Speaking in August at the Foundation for Defense of Democracies, Haley said the money could flow again — if UNRWA radically reconfigured how it counts refugees, slashing the number from 5 million to 500,000.
“We will be a donor if it reforms what it does,” she said of UNRWA, “if they actually change the number of refugees to an accurate account, we will look back at partnering them.”

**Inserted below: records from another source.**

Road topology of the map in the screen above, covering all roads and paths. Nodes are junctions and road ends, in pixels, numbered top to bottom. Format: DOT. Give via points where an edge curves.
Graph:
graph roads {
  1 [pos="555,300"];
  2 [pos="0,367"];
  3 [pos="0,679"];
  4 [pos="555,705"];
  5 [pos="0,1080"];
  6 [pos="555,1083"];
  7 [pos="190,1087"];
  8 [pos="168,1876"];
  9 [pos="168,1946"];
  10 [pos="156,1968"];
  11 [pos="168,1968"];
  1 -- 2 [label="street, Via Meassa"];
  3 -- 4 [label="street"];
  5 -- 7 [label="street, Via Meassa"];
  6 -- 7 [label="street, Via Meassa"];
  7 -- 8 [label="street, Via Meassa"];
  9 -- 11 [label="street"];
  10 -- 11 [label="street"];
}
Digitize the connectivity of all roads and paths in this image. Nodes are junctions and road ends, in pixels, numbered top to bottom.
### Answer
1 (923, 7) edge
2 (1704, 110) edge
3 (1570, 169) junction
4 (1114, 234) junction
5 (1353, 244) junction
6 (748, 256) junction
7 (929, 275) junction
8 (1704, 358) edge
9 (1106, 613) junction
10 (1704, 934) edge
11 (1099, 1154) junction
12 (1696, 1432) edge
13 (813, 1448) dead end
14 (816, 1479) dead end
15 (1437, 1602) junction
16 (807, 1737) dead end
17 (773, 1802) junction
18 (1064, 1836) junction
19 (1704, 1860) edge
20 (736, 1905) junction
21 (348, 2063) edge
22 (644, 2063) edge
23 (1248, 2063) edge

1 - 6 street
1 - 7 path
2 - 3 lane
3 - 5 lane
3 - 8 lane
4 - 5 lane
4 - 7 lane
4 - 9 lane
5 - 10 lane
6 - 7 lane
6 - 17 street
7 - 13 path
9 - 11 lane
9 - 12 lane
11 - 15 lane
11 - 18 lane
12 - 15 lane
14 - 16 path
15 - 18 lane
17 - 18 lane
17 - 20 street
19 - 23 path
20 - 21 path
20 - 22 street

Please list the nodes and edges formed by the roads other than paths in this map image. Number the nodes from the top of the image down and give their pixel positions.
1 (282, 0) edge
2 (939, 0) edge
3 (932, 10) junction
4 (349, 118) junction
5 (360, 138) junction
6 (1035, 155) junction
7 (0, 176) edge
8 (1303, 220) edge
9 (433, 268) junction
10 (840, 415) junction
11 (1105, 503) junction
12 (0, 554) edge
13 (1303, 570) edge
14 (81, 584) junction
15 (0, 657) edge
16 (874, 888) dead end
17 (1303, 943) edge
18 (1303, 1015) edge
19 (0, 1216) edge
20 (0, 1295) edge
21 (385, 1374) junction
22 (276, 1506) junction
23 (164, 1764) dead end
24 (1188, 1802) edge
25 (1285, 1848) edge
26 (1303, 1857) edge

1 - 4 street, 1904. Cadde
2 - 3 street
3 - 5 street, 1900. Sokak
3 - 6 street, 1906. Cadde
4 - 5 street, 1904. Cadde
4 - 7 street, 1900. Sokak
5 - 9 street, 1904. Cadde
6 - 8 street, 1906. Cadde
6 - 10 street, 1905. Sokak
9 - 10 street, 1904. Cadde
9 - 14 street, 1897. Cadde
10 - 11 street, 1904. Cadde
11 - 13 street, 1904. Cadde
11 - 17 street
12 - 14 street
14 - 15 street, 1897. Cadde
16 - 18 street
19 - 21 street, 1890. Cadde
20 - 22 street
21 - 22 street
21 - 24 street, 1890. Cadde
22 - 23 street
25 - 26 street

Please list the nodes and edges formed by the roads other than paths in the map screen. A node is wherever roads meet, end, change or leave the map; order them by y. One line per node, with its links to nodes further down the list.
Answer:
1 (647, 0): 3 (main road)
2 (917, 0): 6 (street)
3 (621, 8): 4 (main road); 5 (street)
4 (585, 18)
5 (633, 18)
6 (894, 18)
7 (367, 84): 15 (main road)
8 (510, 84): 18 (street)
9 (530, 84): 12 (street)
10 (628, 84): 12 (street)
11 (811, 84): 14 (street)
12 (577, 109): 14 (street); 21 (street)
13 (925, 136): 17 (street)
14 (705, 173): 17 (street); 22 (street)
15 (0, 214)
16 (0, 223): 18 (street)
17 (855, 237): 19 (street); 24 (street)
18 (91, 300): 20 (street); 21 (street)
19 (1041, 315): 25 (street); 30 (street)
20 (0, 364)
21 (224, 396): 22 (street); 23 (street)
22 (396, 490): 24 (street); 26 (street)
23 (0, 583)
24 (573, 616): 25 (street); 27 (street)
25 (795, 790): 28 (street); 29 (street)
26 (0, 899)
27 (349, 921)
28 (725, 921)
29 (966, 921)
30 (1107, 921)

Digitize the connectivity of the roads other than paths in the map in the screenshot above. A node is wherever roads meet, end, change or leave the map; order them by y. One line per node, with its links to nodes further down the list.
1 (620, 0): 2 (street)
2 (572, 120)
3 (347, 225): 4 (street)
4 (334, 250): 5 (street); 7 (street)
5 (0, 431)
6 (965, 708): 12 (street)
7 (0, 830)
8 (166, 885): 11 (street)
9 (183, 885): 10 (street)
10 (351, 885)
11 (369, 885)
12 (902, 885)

(Liberal pro-Israel groups decried the fund cuts, saying they were cruel, and noted that Israeli security officials have long argued that UNRWA assistance helps stabilize the region.)
That wild U.N. party
Haley used the U.S. veto to nix a U.N. Security Council resolution last year criticizing Trump’s recognition of Jerusalem as Israel’s capital, but its backers took the measure to the General Assembly to at least score a moral victory. (Security Council resolutions have the force of international law; General Assembly resolutions amount to little more than statements.)
Haley went to work and managed to get an impressive 64 members to not vote or vote against the resolution in the General Assembly. Then she invited them to a party.
“It’s easy for friends to be with you in the good times, but it’s the friends who are with you during the challenging times that will never be forgotten,” the U.S. mission said on Facebook in January. “Thank you to the 64.”
Quitting the Human Rights Council
The United States Human Rights Council makes Israel a perennial agenda item, even as it includes among its members some of the world’s worst human rights abusers like Iran, China and Venezuela. The Obama administration repeatedly noted the anomaly, but it stuck with the council in order to nudge its members to condemn abuses in other countries.
Haley and the Trump administration stayed for 18 months before eventually concluding it wasn’t worth the insults. The body “was not worthy of its name,” Haley said at a joint appearance with Secretary of State Mike Pompeo in June.
Scrub the apartheid report
The U.N. Economic and Social Commission for Western Asia published a report in March 2017 accusing Israel of apartheid. Haley, fresh to her role, made it a point to lobby the U.N. secretary-general, Antonio Guterres, to pull the report from the web. Guterres, no doubt wary of getting off to a wrong start with the Trump administration, pulled rank on the agency and the report was soon gone.
“That such anti-Israel propaganda would come from a body whose membership nearly universally does not recognize Israel is unsurprising,” Haley said before the scrubbing.
Praying at the Western Wall
Two months after the apartheid incident, Haley told the Christian Broadcasting Network that the Western Wall belonged to Israel, a sharp departure from longstanding executive branch policy of not pronouncing on who claims what in Jerusalem. By the end of the year, Trump recognized Jerusalem as Israel’s capital.
It was an early instance of Haley’s role as a smoke signal for a significant Trump administration shift in U.S. policy. She was tapped a year ago to signal that the Trump administration would pull out of the Iran nuclear deal and, as noted above, she set the stage for cutting off UNRWA funding.
Recognizing the Western Wall as Israeli seemed personal, however. Visiting Jerusalem a month after her CBN interview, she broke away from security to touch the holy site and ask worshippers how to pray.